What marketers can learn from Sainsburys #MealDeal rebrand

What marketers can learn from Sainsburys #MealDeal rebrand
Rachael Power writes for TechForge Media, writing about marketing tech, connected cars and virtual reality. She has written for a number of online and print titles including the Irish Times, Irish Examiner, accountingWEB and BusinessZone. Rachael has a passion for digital marketing, journalism, gaming and fitness, and is on Twitter at: @rachpower10.


Sainsburys faced some interesting social media comments today via Twitter, as it revamped and rebranded its lunchtime meal deal offering. 

According to its official Twitter feed, it has changed packaging, ingredients and the items available in a £3 meal deal as of today.

Its ‘On the Go’ products are now fresher, more varied and include more choice for consumers, its Twitter feed claims, but many tweets suggest that their usual products have been excluded

Many tweeters are claiming that they will spend elsewhere and some courting other meal deal touting retailers, what can marketers learn from Sainsburys’ activities around the rebranding?

1. Communicate 

When Sainsbury’s expanded its meal deal offering back in 2014, there was a blog post penned about the changes. Oddly, that doesn’t seem to have happened this time around – and there hasn’t been a mention of it on social media, either.

This means customers were treated to a surprise as soon as they walked into the store this morning and lunchtime – which can be either a good or a bad thing, depending on the fallout.

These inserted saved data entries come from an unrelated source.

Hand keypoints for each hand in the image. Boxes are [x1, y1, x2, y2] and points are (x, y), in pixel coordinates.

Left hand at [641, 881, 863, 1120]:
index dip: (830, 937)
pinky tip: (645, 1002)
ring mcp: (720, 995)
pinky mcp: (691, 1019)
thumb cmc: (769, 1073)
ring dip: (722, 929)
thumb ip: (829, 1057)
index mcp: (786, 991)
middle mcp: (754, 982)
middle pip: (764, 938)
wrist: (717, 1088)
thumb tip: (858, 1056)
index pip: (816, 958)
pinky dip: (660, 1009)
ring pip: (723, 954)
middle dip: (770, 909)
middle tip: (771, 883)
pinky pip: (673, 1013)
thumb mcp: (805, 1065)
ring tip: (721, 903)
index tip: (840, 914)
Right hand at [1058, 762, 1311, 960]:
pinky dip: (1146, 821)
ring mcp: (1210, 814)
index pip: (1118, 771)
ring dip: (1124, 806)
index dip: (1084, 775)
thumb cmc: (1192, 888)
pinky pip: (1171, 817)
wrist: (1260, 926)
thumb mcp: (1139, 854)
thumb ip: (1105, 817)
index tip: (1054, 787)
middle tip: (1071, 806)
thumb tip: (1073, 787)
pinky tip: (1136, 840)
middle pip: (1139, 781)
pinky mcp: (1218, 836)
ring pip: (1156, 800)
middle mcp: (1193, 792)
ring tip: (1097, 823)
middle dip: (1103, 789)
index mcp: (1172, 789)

2. Don’t underestimate the reaction

This leads us on to point number two. If you’re aiming for surprise marketing or rebranding, particularly around one of your most popular offerings, the reaction could be one of passiveness or customers might feel quite strongly about it. They may be on one hand, delighted and surprised, or on the other, the complete opposite. 

However, with recent viral customer-created content such as the Facebook meal deal talk group having taken off in recent months, perhaps they meant to get people tweeting – whatever the feedback.

3. Take it with a pinch of salt

Pardon the pun here, but while the backlash on social media may seem pretty harsh for now, there could be a discrepancy between the threats (‘we’re not shopping here any more!’) and the reality (people boycott the store for a day, forget, go in to pick up some milk and come out with a week’s worth of shopping). 

In fact, Sainsbury’s are doing rather well on that front, not veering from the narrative in replying to disgruntled consumers. The standard reply appears to be: “Sorry you’re not happy. Our customer surveys told us that our customers don’t think our current range of sandwiches  snacks, sushi and salads is great quality. A key focus for this project has been investing in our ingredients and packaging to support the mission to be the best ‘food to go’ provider. Cheryl 3/3″”

4. Man the decks 

With all surprise/viral marketing, you’re going to need a lot of hands on deck to manage and respond to the reaction. Sainsbury’s are doing quite well, with what looks like a varying number of customer service reps (or other) on hand to handle people’s Twitter queries, quickly and politely.

5. Does it live up to its hype?

The one thing to make sure you get right though with any kind of marketing and rebrand, if it’s going to work, is whether the product or service lives up to the message being pushed out. 

What Sainsbury’s is saying, is that their product range has been expanded, and ingredients improved. MarketingTech went for a stroll down to our local store this lunchtime, and while it was actually a bit confusing as to what was included in the meal deal, the hoisin duck wrap we tried did taste better than usual. In addition, we noticed several new products and snacks.

In all, Sainsbury’s has made a change and while it has received quite a bit of negative backlash on social media about this, the brand is getting talked about quite a lot and customer service frontline staff are actively asking people for feedback.

And while a larger brand can get away with rebranding and changing their service offerings (even for something as first-world problem causing as their lunchtime meal deals), smaller brands would need to be more careful when going about something similar.